I think it’s time this ancient argument was settled. And that’s what I’m hoping to achieve with my research.

Asking for Evidence

Yesterday my attention was drawn to an article on the Wales Online news website that reports on a letter written to a local newspaper by Toby Belfield, headteacher of Ruthin School in Denbighshire, North Wales. In the letter he responds to a parent’s suggestion that the language of instruction in schools in Wales should be Welsh by suggesting that by “forcing young people to learn both English and Welsh (arguably, both to a substandard level) is that young people in Wales will continue to be educationally weaker than their peers in England and abroad.” (Williams 2015a).

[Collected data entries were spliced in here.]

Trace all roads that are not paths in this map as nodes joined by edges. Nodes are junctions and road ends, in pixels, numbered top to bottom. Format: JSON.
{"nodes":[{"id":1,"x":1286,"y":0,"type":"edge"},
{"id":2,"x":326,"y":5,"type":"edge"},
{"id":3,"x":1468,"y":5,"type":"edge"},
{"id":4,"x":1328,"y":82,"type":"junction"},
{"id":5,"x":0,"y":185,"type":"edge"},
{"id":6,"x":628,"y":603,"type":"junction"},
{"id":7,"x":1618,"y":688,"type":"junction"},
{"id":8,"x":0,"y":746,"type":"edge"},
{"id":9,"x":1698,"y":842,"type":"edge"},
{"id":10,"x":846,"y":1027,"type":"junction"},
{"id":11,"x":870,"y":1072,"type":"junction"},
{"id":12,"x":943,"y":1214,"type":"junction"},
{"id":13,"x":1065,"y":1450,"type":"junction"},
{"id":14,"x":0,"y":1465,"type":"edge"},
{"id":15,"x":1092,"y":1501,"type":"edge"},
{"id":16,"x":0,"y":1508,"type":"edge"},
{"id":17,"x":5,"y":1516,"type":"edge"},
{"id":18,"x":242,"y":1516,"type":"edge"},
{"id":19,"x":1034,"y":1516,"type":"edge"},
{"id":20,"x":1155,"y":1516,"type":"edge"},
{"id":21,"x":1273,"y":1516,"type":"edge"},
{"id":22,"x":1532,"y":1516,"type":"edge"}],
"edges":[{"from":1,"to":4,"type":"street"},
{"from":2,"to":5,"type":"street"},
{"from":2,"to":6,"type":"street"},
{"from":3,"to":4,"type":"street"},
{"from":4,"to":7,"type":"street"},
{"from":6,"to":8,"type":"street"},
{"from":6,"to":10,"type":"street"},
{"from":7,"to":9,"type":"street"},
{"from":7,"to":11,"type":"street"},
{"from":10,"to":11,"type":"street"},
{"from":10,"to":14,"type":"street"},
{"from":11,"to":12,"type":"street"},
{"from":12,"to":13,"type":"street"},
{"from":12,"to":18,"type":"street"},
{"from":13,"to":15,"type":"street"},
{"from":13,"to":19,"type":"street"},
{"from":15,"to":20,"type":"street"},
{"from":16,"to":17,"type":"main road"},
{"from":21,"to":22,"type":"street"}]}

This is an interesting claim and one which could be supported or refuted by empirical evidence.

Toby Belfield's letter

So, in the spirit of encouraging members of the educational community to base their assertions on evidence, I decided to ask Toby Belfield for the evidence upon which he based those in his letter. To do this I used the excellent Ask For Evidence website. The Ask For Evidence initiative was set up by Sense About Science to help “people request for themselves the evidence behind news stories, marketing claims and policies” (AskForEvidence 2011).

Here is the text of my request for evidence:

Dear Mr Belfield

I read with interest about the the disagreement being voiced between you and some members of the Welsh community with regards to the effects that Welsh language education has on the attainment of children educated in Wales (Wales Online 14 May 2015).

I am a doctoral researcher in Oxford, with a particular interest in the way that first and second languages interact during the learning process. My thesis investigates whether making use of a child’s first language in an otherwise monolingual English speaking environment is helpful, harmful or makes no difference.

I am currently preparing a systematic review of empirical studies that have investigated this question. This involves as exhaustive a search as possible to find reports of studies addressing this issue, so that a comprehensive picture of the effects can be assembled, as free as possible from bias.

I would be very grateful if you felt able to provide me with the evidence upon which your comments to the press in Wales were based. This would allow me to incorporate into my review studies that I may have missed.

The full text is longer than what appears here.